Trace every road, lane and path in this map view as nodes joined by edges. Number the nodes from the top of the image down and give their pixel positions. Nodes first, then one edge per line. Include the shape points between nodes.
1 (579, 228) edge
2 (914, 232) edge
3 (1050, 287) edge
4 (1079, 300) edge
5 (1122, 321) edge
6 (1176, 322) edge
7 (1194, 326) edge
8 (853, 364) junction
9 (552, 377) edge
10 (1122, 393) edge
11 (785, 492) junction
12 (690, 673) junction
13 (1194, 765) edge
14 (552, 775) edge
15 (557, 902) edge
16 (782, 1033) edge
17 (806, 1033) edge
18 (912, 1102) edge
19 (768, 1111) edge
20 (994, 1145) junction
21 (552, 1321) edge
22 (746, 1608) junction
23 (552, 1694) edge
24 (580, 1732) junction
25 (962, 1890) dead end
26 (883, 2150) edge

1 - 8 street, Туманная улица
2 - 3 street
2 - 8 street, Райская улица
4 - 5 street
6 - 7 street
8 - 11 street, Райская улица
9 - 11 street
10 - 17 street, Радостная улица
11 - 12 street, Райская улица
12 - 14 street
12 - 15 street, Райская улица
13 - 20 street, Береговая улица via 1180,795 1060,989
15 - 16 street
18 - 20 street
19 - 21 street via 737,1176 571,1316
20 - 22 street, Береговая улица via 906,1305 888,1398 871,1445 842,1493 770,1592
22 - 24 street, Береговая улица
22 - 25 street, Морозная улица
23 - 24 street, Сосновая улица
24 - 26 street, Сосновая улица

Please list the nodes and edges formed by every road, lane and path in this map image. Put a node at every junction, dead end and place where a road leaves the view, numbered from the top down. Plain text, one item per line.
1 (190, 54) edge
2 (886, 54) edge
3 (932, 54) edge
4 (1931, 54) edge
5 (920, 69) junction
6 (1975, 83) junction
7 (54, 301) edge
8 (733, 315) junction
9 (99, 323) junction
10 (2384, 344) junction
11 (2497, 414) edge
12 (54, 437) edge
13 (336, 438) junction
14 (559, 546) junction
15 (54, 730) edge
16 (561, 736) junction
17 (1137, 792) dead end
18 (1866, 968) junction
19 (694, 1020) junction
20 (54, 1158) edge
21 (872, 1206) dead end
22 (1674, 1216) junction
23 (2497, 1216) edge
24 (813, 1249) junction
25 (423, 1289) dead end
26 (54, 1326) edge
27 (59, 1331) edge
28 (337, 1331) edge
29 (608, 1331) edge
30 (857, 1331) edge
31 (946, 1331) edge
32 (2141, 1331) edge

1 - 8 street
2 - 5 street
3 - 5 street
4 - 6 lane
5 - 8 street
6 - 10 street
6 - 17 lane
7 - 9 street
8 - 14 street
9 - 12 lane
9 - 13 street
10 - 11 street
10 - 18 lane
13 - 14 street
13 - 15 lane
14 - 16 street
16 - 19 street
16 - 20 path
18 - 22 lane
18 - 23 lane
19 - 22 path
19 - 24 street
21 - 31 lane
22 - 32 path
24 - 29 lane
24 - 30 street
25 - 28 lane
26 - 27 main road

_Goal of the exercise_
Every entry above needs to be quoted exactly.

_Task solution_
Trace every road, lane and path in this map view as nodes joined by edges. Number the nodes from the top of the image down and give their pixel positions. Nodes first, then one edge per line. Include the shape points between nodes.
1 (579, 228) edge
2 (914, 232) edge
3 (1050, 287) edge
4 (1079, 300) edge
5 (1122, 321) edge
6 (1176, 322) edge
7 (1194, 326) edge
8 (853, 364) junction
9 (552, 377) edge
10 (1122, 393) edge
11 (785, 492) junction
12 (690, 673) junction
13 (1194, 765) edge
14 (552, 775) edge
15 (557, 902) edge
16 (782, 1033) edge
17 (806, 1033) edge
18 (912, 1102) edge
19 (768, 1111) edge
20 (994, 1145) junction
21 (552, 1321) edge
22 (746, 1608) junction
23 (552, 1694) edge
24 (580, 1732) junction
25 (962, 1890) dead end
26 (883, 2150) edge

1 - 8 street, Туманная улица
2 - 3 street
2 - 8 street, Райская улица
4 - 5 street
6 - 7 street
8 - 11 street, Райская улица
9 - 11 street
10 - 17 street, Радостная улица
11 - 12 street, Райская улица
12 - 14 street
12 - 15 street, Райская улица
13 - 20 street, Береговая улица via 1180,795 1060,989
15 - 16 street
18 - 20 street
19 - 21 street via 737,1176 571,1316
20 - 22 street, Береговая улица via 906,1305 888,1398 871,1445 842,1493 770,1592
22 - 24 street, Береговая улица
22 - 25 street, Морозная улица
23 - 24 street, Сосновая улица
24 - 26 street, Сосновая улица

Please list the nodes and edges formed by every road, lane and path in this map image. Put a node at every junction, dead end and place where a road leaves the view, numbered from the top down. Plain text, one item per line.
1 (190, 54) edge
2 (886, 54) edge
3 (932, 54) edge
4 (1931, 54) edge
5 (920, 69) junction
6 (1975, 83) junction
7 (54, 301) edge
8 (733, 315) junction
9 (99, 323) junction
10 (2384, 344) junction
11 (2497, 414) edge
12 (54, 437) edge
13 (336, 438) junction
14 (559, 546) junction
15 (54, 730) edge
16 (561, 736) junction
17 (1137, 792) dead end
18 (1866, 968) junction
19 (694, 1020) junction
20 (54, 1158) edge
21 (872, 1206) dead end
22 (1674, 1216) junction
23 (2497, 1216) edge
24 (813, 1249) junction
25 (423, 1289) dead end
26 (54, 1326) edge
27 (59, 1331) edge
28 (337, 1331) edge
29 (608, 1331) edge
30 (857, 1331) edge
31 (946, 1331) edge
32 (2141, 1331) edge

1 - 8 street
2 - 5 street
3 - 5 street
4 - 6 lane
5 - 8 street
6 - 10 street
6 - 17 lane
7 - 9 street
8 - 14 street
9 - 12 lane
9 - 13 street
10 - 11 street
10 - 18 lane
13 - 14 street
13 - 15 lane
14 - 16 street
16 - 19 street
16 - 20 path
18 - 22 lane
18 - 23 lane
19 - 22 path
19 - 24 street
21 - 31 lane
22 - 32 path
24 - 29 lane
24 - 30 street
25 - 28 lane
26 - 27 main road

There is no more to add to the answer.